• [Work request]:
Across the records that follow, determine how many lines contain "dead" and give only the resulting number.

(Saved entries)
..............................

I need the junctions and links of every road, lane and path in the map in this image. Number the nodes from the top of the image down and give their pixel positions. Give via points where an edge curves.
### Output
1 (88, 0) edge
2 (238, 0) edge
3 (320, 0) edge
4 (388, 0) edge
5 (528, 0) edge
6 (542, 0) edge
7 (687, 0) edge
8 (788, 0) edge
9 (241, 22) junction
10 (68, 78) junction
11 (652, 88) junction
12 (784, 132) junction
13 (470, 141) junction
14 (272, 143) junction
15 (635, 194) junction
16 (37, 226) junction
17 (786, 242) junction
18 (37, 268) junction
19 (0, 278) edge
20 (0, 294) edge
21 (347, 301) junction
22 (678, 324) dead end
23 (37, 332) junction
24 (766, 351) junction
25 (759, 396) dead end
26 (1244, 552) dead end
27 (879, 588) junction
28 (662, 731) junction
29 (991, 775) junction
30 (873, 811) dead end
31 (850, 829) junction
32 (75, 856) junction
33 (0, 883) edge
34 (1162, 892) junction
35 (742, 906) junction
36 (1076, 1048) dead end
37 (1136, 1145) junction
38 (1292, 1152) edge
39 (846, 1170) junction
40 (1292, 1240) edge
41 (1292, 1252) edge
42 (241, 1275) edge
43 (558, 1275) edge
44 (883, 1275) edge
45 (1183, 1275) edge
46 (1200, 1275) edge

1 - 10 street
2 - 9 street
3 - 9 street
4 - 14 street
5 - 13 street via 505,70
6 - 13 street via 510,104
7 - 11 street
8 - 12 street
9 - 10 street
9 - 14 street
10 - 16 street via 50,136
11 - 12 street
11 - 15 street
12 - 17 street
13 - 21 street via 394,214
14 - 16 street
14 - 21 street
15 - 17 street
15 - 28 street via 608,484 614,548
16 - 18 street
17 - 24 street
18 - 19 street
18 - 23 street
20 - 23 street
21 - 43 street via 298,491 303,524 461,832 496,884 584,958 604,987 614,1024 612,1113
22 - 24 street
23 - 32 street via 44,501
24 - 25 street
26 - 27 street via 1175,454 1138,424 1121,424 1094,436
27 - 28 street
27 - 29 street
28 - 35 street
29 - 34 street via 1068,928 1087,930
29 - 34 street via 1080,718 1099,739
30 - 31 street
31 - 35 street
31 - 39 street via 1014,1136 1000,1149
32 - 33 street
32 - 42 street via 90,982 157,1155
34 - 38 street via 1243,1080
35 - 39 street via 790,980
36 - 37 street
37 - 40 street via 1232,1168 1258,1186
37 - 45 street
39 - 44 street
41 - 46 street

..............................

• [The completed task]:
5